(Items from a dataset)
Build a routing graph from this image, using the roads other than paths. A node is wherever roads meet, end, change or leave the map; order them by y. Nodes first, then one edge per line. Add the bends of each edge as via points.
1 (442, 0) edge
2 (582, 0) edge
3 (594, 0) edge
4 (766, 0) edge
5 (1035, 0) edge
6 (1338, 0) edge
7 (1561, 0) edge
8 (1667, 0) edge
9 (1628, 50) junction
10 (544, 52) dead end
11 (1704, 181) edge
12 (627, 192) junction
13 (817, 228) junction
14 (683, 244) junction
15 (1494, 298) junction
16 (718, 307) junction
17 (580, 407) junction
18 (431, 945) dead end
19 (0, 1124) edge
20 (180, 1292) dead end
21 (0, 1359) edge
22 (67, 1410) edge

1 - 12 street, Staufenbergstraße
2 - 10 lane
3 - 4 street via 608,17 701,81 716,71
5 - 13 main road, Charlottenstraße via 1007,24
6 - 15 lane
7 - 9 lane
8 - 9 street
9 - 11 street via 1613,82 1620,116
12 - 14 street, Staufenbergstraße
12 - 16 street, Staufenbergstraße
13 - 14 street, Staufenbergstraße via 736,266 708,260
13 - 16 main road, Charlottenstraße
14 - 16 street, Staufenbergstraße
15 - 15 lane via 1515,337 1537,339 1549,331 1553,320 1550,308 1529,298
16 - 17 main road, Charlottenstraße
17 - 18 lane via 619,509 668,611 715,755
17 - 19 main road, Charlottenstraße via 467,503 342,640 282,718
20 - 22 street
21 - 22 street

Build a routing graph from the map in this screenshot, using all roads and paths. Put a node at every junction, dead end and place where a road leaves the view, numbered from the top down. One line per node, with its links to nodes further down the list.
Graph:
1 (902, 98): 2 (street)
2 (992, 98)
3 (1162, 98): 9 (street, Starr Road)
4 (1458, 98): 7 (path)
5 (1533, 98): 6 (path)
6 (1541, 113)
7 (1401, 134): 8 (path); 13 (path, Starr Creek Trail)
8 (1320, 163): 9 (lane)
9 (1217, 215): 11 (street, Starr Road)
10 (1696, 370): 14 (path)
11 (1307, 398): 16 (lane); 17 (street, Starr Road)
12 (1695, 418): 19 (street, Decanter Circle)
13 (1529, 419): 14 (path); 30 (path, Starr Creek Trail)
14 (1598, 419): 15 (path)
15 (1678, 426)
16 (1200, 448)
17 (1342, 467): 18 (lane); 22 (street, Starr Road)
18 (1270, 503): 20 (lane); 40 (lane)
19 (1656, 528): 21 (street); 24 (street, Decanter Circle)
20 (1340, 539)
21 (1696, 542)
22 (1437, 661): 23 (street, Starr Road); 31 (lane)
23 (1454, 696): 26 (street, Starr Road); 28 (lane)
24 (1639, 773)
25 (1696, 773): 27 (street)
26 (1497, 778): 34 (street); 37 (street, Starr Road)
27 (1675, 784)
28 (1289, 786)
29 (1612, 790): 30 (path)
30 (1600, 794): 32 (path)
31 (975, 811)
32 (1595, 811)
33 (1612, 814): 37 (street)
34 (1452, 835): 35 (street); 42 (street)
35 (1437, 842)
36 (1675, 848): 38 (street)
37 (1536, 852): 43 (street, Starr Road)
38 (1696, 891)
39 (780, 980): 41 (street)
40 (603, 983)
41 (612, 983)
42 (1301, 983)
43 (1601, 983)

**AIM OF THE EXERCISE**
Repeat word for word every line from the start of the entries to the line holding "Build a routing graph from the", inclusive, and nothing else.

**RESPONSE TO THE TASK**
Build a routing graph from this image, using the roads other than paths. A node is wherever roads meet, end, change or leave the map; order them by y. Nodes first, then one edge per line. Add the bends of each edge as via points.
1 (442, 0) edge
2 (582, 0) edge
3 (594, 0) edge
4 (766, 0) edge
5 (1035, 0) edge
6 (1338, 0) edge
7 (1561, 0) edge
8 (1667, 0) edge
9 (1628, 50) junction
10 (544, 52) dead end
11 (1704, 181) edge
12 (627, 192) junction
13 (817, 228) junction
14 (683, 244) junction
15 (1494, 298) junction
16 (718, 307) junction
17 (580, 407) junction
18 (431, 945) dead end
19 (0, 1124) edge
20 (180, 1292) dead end
21 (0, 1359) edge
22 (67, 1410) edge

1 - 12 street, Staufenbergstraße
2 - 10 lane
3 - 4 street via 608,17 701,81 716,71
5 - 13 main road, Charlottenstraße via 1007,24
6 - 15 lane
7 - 9 lane
8 - 9 street
9 - 11 street via 1613,82 1620,116
12 - 14 street, Staufenbergstraße
12 - 16 street, Staufenbergstraße
13 - 14 street, Staufenbergstraße via 736,266 708,260
13 - 16 main road, Charlottenstraße
14 - 16 street, Staufenbergstraße
15 - 15 lane via 1515,337 1537,339 1549,331 1553,320 1550,308 1529,298
16 - 17 main road, Charlottenstraße
17 - 18 lane via 619,509 668,611 715,755
17 - 19 main road, Charlottenstraße via 467,503 342,640 282,718
20 - 22 street
21 - 22 street

Build a routing graph from the map in this screenshot, using all roads and paths. Put a node at every junction, dead end and place where a road leaves the view, numbered from the top down. One line per node, with its links to nodes further down the list.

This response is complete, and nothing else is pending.